▶ INFORMATION SUPPLIED
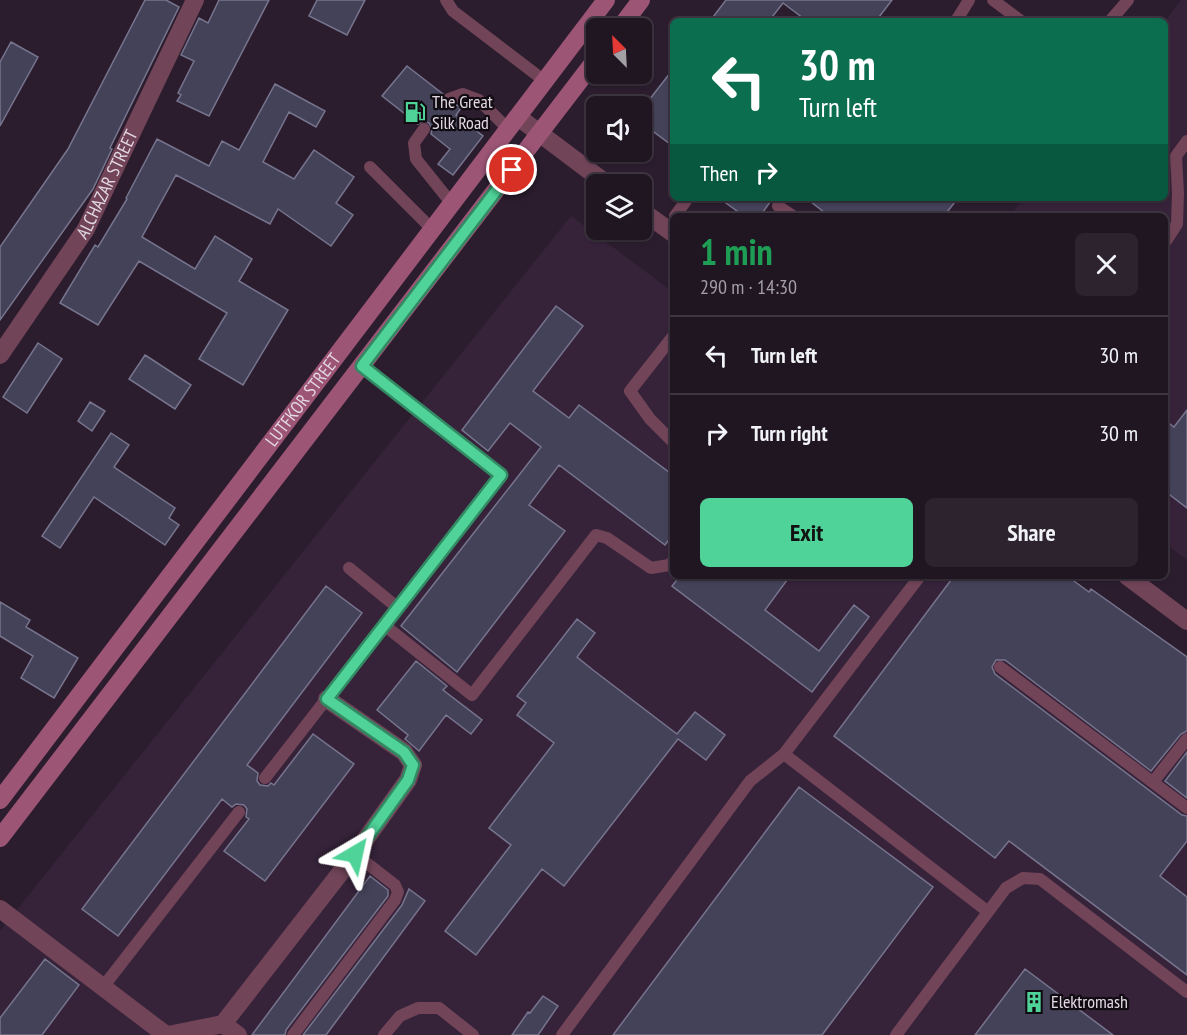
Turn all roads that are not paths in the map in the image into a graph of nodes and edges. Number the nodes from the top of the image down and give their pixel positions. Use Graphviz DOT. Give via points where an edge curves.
graph roads {
  1 [pos="195,0"];
  2 [pos="446,0"];
  3 [pos="606,0"];
  4 [pos="641,0"];
  5 [pos="969,0"];
  6 [pos="993,0"];
  7 [pos="1128,0"];
  8 [pos="628,18"];
  9 [pos="958,18"];
  10 [pos="1017,18"];
  11 [pos="1113,18"];
  12 [pos="586,72"];
  13 [pos="546,81"];
  14 [pos="449,99"];
  15 [pos="514,124"];
  16 [pos="424,129"];
  17 [pos="539,134"];
  18 [pos="1187,141"];
  19 [pos="370,167"];
  20 [pos="593,174"];
  21 [pos="452,204"];
  22 [pos="778,206"];
  23 [pos="788,213"];
  24 [pos="652,215"];
  25 [pos="670,223"];
  26 [pos="433,230"];
  27 [pos="1168,239"];
  28 [pos="670,340"];
  29 [pos="0,355"];
  30 [pos="362,366"];
  31 [pos="670,439"];
  32 [pos="670,564"];
  33 [pos="348,568"];
  34 [pos="918,579"];
  35 [pos="1131,579"];
  36 [pos="398,608"];
  37 [pos="1187,621"];
  38 [pos="384,625"];
  39 [pos="1000,667"];
  40 [pos="327,699"];
  41 [pos="1187,739"];
  42 [pos="784,754"];
  43 [pos="265,778"];
  44 [pos="1153,782"];
  45 [pos="0,800"];
  46 [pos="1187,808"];
  47 [pos="239,812"];
  48 [pos="0,838"];
  49 [pos="355,854"];
  50 [pos="987,911"];
  51 [pos="1,912"];
  52 [pos="103,987"];
  53 [pos="1187,992"];
  54 [pos="223,1024"];
  55 [pos="167,1035"];
  56 [pos="238,1035"];
  57 [pos="293,1035"];
  58 [pos="384,1035"];
  59 [pos="473,1035"];
  60 [pos="562,1035"];
  61 [pos="896,1035"];
  1 -- 29 [label="street, ALCHAZAR STREET" via="86,229"];
  2 -- 13 [label="lane" via="453,11"];
  3 -- 13 [label="main road, LUTFKOR STREET"];
  4 -- 8 [label="main road"];
  5 -- 9 [label="lane"];
  6 -- 10 [label="lane"];
  7 -- 11 [label="lane"];
  12 -- 17 [label="main road"];
  13 -- 15 [label="main road, LUTFKOR STREET"];
  14 -- 15 [label="lane" via="463,94 479,100"];
  15 -- 17 [label="street"];
  15 -- 21 [label="main road, LUTFKOR STREET"];
  16 -- 21 [label="lane" via="414,143 416,159"];
  17 -- 20 [label="street"];
  17 -- 30 [label="main road, LUTFKOR STREET"];
  18 -- 27 [label="lane" via="1176,156 1178,224"];
  19 -- 26 [label="lane"];
  21 -- 26 [label="main road, LUTFKOR STREET"];
  22 -- 23 [label="lane"];
  24 -- 25 [label="street"];
  26 -- 45 [label="main road, LUTFKOR STREET"];
  28 -- 31 [label="lane" via="630,391"];
  30 -- 36 [label="lane" via="501,475"];
  30 -- 48 [label="main road, LUTFKOR STREET"];
  32 -- 38 [label="lane" via="651,568 607,538 596,535 472,696"];
  33 -- 36 [label="lane"];
  34 -- 42 [label="lane"];
  35 -- 37 [label="street"];
  36 -- 38 [label="lane"];
  38 -- 40 [label="lane"];
  39 -- 44 [label="lane"];
  40 -- 43 [label="lane"];
  40 -- 49 [label="street" via="404,752 413,765 408,780"];
  41 -- 44 [label="lane"];
  42 -- 50 [label="lane"];
  42 -- 60 [label="lane" via="750,781"];
  44 -- 46 [label="lane"];
  47 -- 52 [label="lane"];
  49 -- 54 [label="street"];
  49 -- 57 [label="lane" via="395,885 398,892"];
  50 -- 53 [label="lane" via="1006,888 1023,878 1040,879"];
  50 -- 61 [label="lane"];
  51 -- 52 [label="street"];
  52 -- 55 [label="street"];
  54 -- 55 [label="street"];
  54 -- 56 [label="street"];
  58 -- 59 [label="lane" via="400,1016 418,1008 439,1008"];
}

▶ EXERCISE INSTRUCTIONS
Among the entries above, identify all lines with "LUTFKOR" and copy them.

▶ SOLUTION TO THIS PROBLEM
  3 -- 13 [label="main road, LUTFKOR STREET"];
  13 -- 15 [label="main road, LUTFKOR STREET"];
  15 -- 21 [label="main road, LUTFKOR STREET"];
  17 -- 30 [label="main road, LUTFKOR STREET"];
  21 -- 26 [label="main road, LUTFKOR STREET"];
  26 -- 45 [label="main road, LUTFKOR STREET"];
  30 -- 48 [label="main road, LUTFKOR STREET"];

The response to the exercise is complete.